**Exercise objective:** Among the records below, which lines contain the string "Antonescu"? Report them.

+ + + + + + +

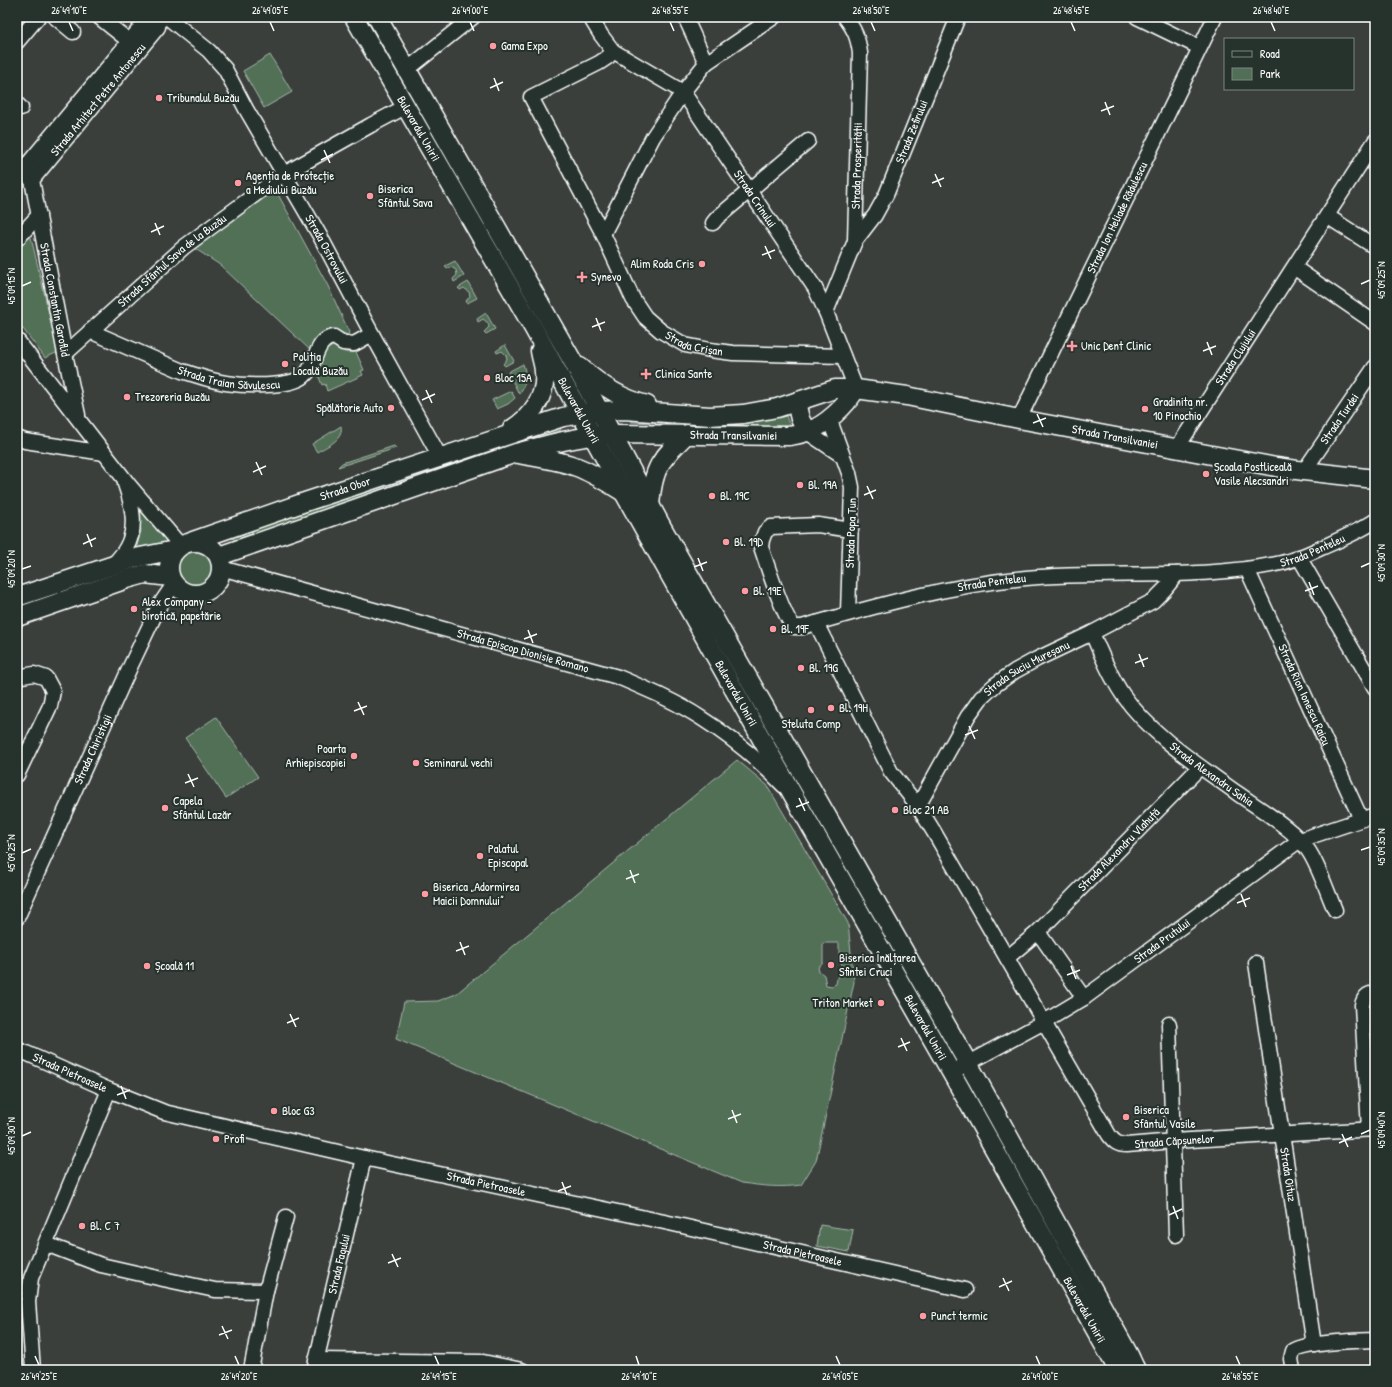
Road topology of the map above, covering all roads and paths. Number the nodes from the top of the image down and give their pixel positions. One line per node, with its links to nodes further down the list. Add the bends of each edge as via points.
1 (38, 17): 19 (street)
2 (55, 17): 17 (street)
3 (99, 17): 18 (street)
4 (152, 17): 18 (street, Strada Arhitect Petre Antonescu)
5 (160, 17): 29 (street, Strada Arhitect Petre Antonescu, via 158,26)
6 (166, 17): 28 (street, Strada Ostrovului, via 209,51 225,69)
7 (354, 17): 25 (main road, Bulevardul Unirii)
8 (378, 17): 23 (main road, Bulevardul Unirii)
9 (473, 17): 23 (street)
10 (590, 17): 21 (street)
11 (685, 17): 22 (street)
12 (774, 17): 22 (street)
13 (845, 17): 36 (street, Strada Prosperității, via 858,39 860,53)
14 (958, 17): 36 (street, Strada Zefirului, via 886,195 867,227)
15 (1137, 17): 20 (street)
16 (1214, 17): 20 (street, Strada Ion Heliade Rădulescu)
17 (73, 32)
18 (129, 41): 29 (street, Strada Arhitect Petre Antonescu)
19 (17, 42)
20 (1199, 47): 56 (street, Strada Ion Heliade Rădulescu)
21 (614, 51): 24 (street); 34 (street, Strada Crișan, via 599,63 531,97)
22 (706, 63): 24 (street)
23 (408, 69): 47 (main road, Bulevardul Unirii)
24 (683, 92): 30 (street, Strada Crinului); 34 (street, via 653,137)
25 (406, 107): 28 (street, Strada Sfântul Sava de la Buzău); 41 (main road, Bulevardul Unirii)
26 (808, 141): 30 (street)
27 (1375, 141): 32 (street, Strada Clujului)
28 (284, 174): 42 (street, Strada Sfântul Sava de la Buzău, via 184,247); 43 (street, Strada Ostrovului)
29 (27, 176): 31 (street, Strada Constantin Garoflid)
30 (749, 190): 33 (street); 39 (street, Strada Crinului, via 815,288)
31 (39, 215): 35 (street); 45 (street, Strada Constantin Garoflid)
32 (1327, 216): 37 (street); 38 (street, Strada Clujului)
33 (713, 222)
34 (603, 234): 46 (street, Strada Crișan, via 633,299 645,317 661,331 685,345 733,353)
35 (17, 239)
36 (855, 241): 39 (street, Strada Prosperității)
37 (1375, 247)
38 (1295, 268): 40 (street); 64 (street, Strada Clujului)
39 (826, 312): 46 (street, Strada Crinului)
40 (1375, 323)
41 (534, 329): 53 (main road, Bulevardul Unirii); 63 (main road, via 545,373 540,397 531,414)
42 (90, 331): 43 (street, Strada Traian Săvulescu, via 196,376 226,383 254,385 283,384 299,379 310,369 316,352 330,337 343,343 354,344); 45 (street, Strada Sfântul Sava de la Buzău)
43 (372, 334): 68 (street, Strada Ostrovului)
44 (17, 340): 57 (street)
45 (65, 354): 57 (street, Strada Constantin Garoflid)
46 (843, 356): 49 (street, Strada Crinului)
47 (572, 360): 52 (main road, Bulevardul Unirii); 54 (main road, via 617,395)
48 (1375, 367): 69 (street, Strada Turdei)
49 (856, 389): 50 (main road, Strada Transilvaniei, via 835,389); 55 (main road, Strada Transilvaniei); 56 (main road, Strada Transilvaniei, via 907,396)
50 (817, 394): 51 (main road, Strada Transilvaniei); 55 (main road, via 825,405)
51 (796, 402): 54 (main road, Strada Transilvaniei, via 743,414); 58 (main road, via 802,426)
52 (600, 411): 53 (main road, Strada Transilvaniei); 54 (main road, Strada Transilvaniei, via 624,410); 59 (main road, Bulevardul Unirii)
53 (580, 414): 61 (main road, Bulevardul Unirii); 63 (main road, Strada Transilvaniei)
54 (685, 415)
55 (829, 418): 58 (main road, Strada Transilvaniei); 67 (street, Strada Popa Tun)
56 (1019, 419): 64 (main road, Strada Transilvaniei)
57 (79, 420): 65 (street)
58 (807, 432): 60 (main road, Strada Transilvaniei, via 789,436); 67 (street)
59 (612, 434): 60 (main road, Strada Transilvaniei); 61 (main road, Strada Transilvaniei); 73 (main road, Bulevardul Unirii)
60 (687, 434): 73 (main road, via 659,465 652,484)
61 (593, 435): 66 (main road, Strada Obor); 72 (main road, Bulevardul Unirii)
62 (17, 438): 65 (street)
63 (497, 438): 68 (main road, Strada Obor)
64 (1177, 448): 69 (main road, Strada Transilvaniei)
65 (104, 453): 70 (street)
66 (516, 453): 72 (main road, via 578,467); 78 (main road, Strada Obor)
67 (841, 455): 75 (street, Strada Popa Tun, via 852,487)
68 (440, 457): 76 (main road, Strada Obor)
69 (1304, 471): 71 (main road, Strada Transilvaniei)
70 (122, 476): 76 (street); 79 (street, via 130,500 133,524 126,547)
71 (1375, 479)
72 (624, 493): 92 (main road, Bulevardul Unirii)
73 (650, 505): 107 (main road, Bulevardul Unirii)
74 (1375, 521): 77 (street, Strada Penteleu)
75 (851, 530): 84 (street, Strada Popa Tun); 86 (street, Strada Penteleu, via 818,525 771,527 765,532 762,547 791,624 798,628)
76 (183, 546): 78 (main road, via 201,542 208,545 214,550); 79 (main road, Strada Obor); 82 (main road, via 168,563)
77 (1299, 558): 80 (street, Strada Penteleu); 89 (street)
78 (220, 562): 82 (main road, via 220,575 214,586 202,593 187,593 180,590); 92 (street, Strada Episcop Dionisie Romano, via 618,677 700,717 754,757)
79 (113, 565): 83 (main road, Strada Obor)
80 (1247, 569): 81 (street, Strada Penteleu); 95 (street, Strada Rion Ionescu Raicu)
81 (1177, 574): 84 (street, Strada Penteleu, via 1090,574 1018,578 960,587); 87 (street, Strada Suciu Mureșanu, via 1153,601)
82 (172, 581): 85 (main road, via 145,574); 98 (street, Strada Chiristigii, via 131,665)
83 (17, 597)
84 (848, 613): 86 (street, Strada Penteleu)
85 (17, 617)
86 (816, 623): 93 (street, via 891,772)
87 (1092, 633): 90 (street, Strada Alexandru Sahia, via 1123,695 1154,728); 93 (street, Strada Suciu Mureșanu, via 1015,671 981,698 968,716)
88 (17, 677): 91 (street, via 34,674 46,678 53,691 50,706)
89 (1375, 688)
90 (1200, 767): 96 (street, Strada Alexandru Sahia, via 1283,825); 99 (street, Strada Alexandru Vlahuță)
91 (17, 776)
92 (793, 795): 108 (main road, Bulevardul Unirii)
93 (918, 806): 100 (street)
94 (1375, 815): 95 (street, Strada Prutului)
95 (1361, 820): 96 (street, Strada Prutului)
96 (1300, 840): 97 (street, Strada Alexandru Sahia, via 1313,859); 103 (street, Strada Prutului)
97 (1335, 910)
98 (17, 918)
99 (1038, 932): 100 (street, Strada Alexandru Vlahuță); 103 (street)
100 (1007, 958): 104 (street)
101 (1256, 963): 111 (street, Strada Oituz)
102 (1375, 993): 110 (street, via 1366,995 1362,1005)
103 (1084, 998): 104 (street, Strada Prutului)
104 (1044, 1022): 107 (street, Strada Prutului); 112 (street, Strada Căpșunelor, via 1116,1143 1127,1145)
105 (1169, 1024): 112 (street)
106 (17, 1049): 109 (street, Strada Pietroasele)
107 (968, 1063): 108 (street, Strada Prutului); 126 (main road, Bulevardul Unirii)
108 (951, 1072): 125 (main road, Bulevardul Unirii)
109 (109, 1090): 113 (street, Strada Pietroasele, via 164,1112); 116 (street)
110 (1372, 1129): 111 (street, Strada Căpșunelor)
111 (1283, 1134): 112 (street, Strada Căpșunelor); 120 (street, Strada Oituz)
112 (1174, 1141): 115 (street)
113 (364, 1158): 117 (street, Strada Pietroasele, via 634,1215); 121 (street, Strada Fagului)
114 (286, 1217): 118 (street)
115 (1176, 1235)
116 (46, 1244): 118 (street, via 101,1265 162,1279 216,1290); 122 (street, via 31,1278 28,1302)
117 (965, 1290)
118 (266, 1291): 123 (street)
119 (1375, 1340): 120 (street)
120 (1314, 1345): 127 (street, via 1293,1352)
121 (315, 1365): 124 (street, via 482,1362)
122 (33, 1370)
123 (251, 1370)
124 (522, 1370)
125 (1117, 1370)
126 (1136, 1370)
127 (1293, 1370)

+ + + + + + +

**Task answer:**
4 (152, 17): 18 (street, Strada Arhitect Petre Antonescu)
5 (160, 17): 29 (street, Strada Arhitect Petre Antonescu, via 158,26)
18 (129, 41): 29 (street, Strada Arhitect Petre Antonescu)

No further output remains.